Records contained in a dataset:
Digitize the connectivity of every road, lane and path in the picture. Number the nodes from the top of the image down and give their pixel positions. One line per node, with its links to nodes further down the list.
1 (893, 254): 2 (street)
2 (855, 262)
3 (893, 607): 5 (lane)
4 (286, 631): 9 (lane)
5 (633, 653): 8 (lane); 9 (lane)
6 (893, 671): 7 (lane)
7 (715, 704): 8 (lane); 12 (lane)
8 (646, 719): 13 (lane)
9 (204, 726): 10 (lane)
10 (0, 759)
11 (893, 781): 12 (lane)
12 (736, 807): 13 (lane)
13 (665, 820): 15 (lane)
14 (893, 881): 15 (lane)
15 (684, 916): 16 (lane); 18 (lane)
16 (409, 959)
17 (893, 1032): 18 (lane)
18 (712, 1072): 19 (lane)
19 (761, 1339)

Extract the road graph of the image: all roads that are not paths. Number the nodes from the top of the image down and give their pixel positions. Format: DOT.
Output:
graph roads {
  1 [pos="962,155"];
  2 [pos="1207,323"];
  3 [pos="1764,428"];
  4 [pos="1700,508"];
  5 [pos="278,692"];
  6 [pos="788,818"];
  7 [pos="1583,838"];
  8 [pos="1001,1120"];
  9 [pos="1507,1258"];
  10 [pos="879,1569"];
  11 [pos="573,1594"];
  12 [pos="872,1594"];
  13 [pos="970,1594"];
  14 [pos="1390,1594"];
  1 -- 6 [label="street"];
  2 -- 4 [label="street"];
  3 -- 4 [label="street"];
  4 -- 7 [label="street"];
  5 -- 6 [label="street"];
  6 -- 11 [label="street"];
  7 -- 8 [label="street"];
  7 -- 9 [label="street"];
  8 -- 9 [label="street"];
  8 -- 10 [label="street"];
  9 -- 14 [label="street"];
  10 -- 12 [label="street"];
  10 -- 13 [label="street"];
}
* * *
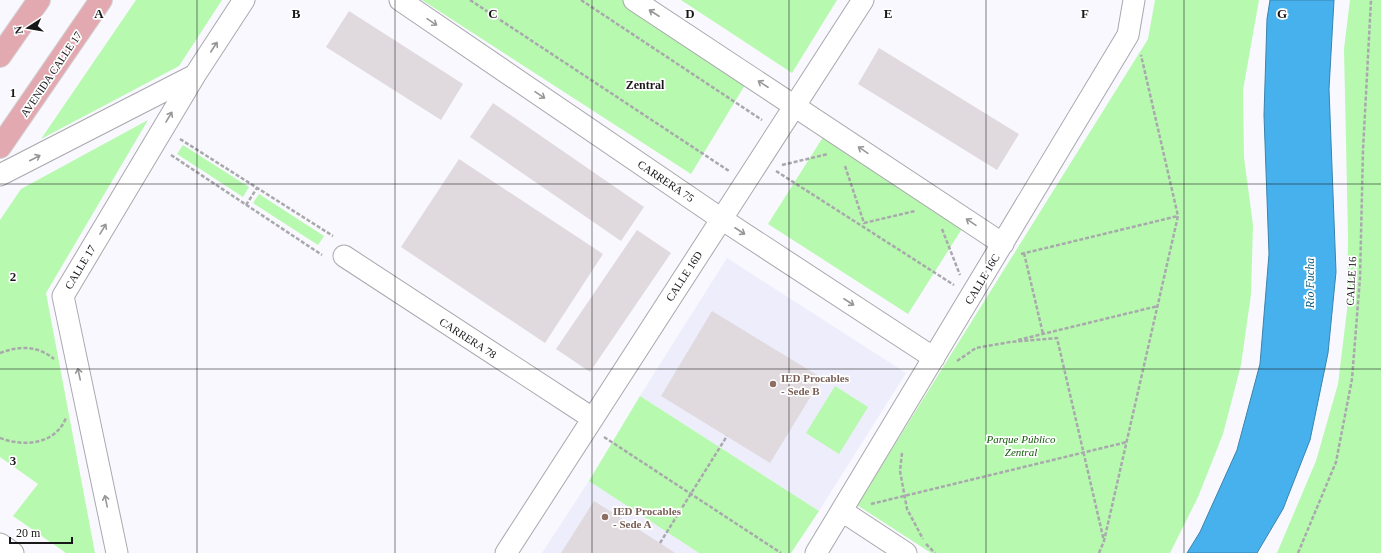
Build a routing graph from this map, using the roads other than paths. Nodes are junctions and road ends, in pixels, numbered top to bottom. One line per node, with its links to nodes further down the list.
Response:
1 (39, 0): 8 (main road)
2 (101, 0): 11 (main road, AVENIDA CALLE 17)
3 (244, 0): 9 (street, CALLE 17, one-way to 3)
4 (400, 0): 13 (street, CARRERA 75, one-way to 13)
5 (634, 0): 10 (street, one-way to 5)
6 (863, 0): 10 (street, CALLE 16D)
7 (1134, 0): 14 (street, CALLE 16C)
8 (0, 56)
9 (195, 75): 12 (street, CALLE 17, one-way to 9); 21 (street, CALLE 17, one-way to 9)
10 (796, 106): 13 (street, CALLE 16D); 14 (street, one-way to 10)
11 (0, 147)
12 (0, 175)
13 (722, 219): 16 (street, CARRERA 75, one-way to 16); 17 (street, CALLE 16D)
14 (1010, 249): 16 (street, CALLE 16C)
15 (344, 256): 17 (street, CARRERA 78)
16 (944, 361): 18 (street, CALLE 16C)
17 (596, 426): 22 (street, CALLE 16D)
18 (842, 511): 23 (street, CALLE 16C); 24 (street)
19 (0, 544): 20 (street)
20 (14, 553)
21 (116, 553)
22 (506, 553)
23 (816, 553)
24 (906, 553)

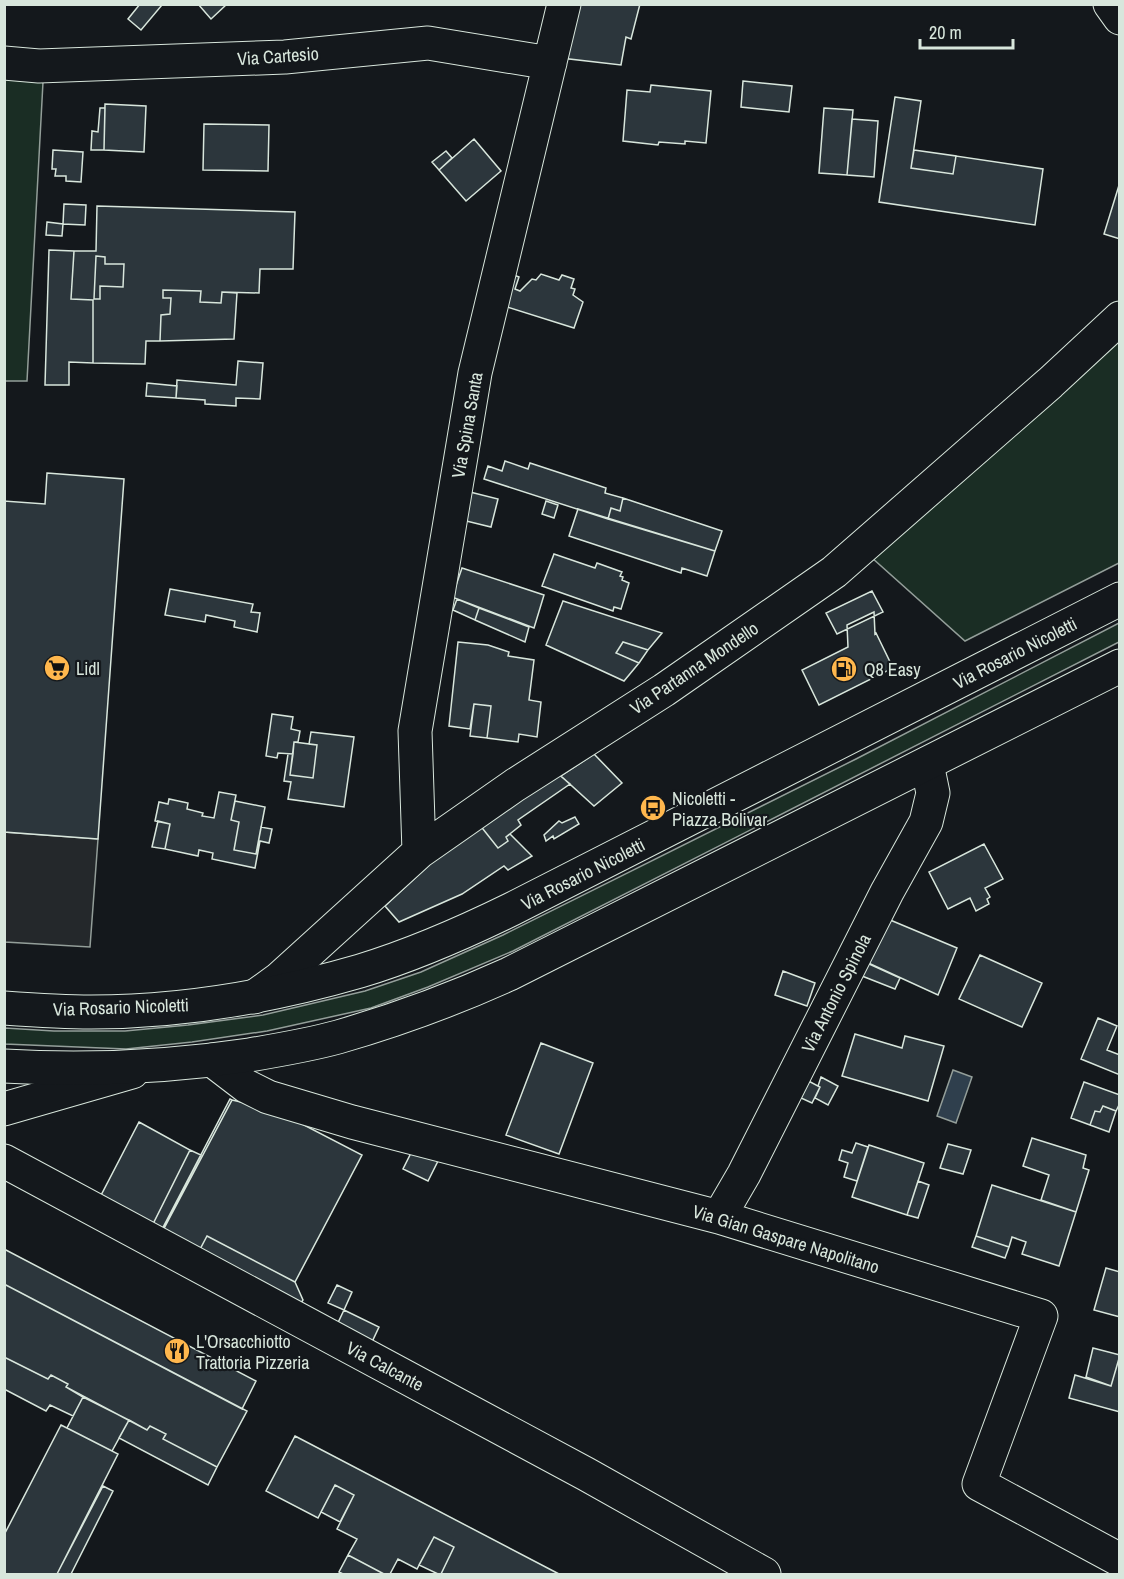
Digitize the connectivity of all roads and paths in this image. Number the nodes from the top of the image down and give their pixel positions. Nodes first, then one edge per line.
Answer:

**WORK ORDER**.
The string "paths" may appear on lines of the data above; give the number of those lines and nothing more.

**REPLY**.
3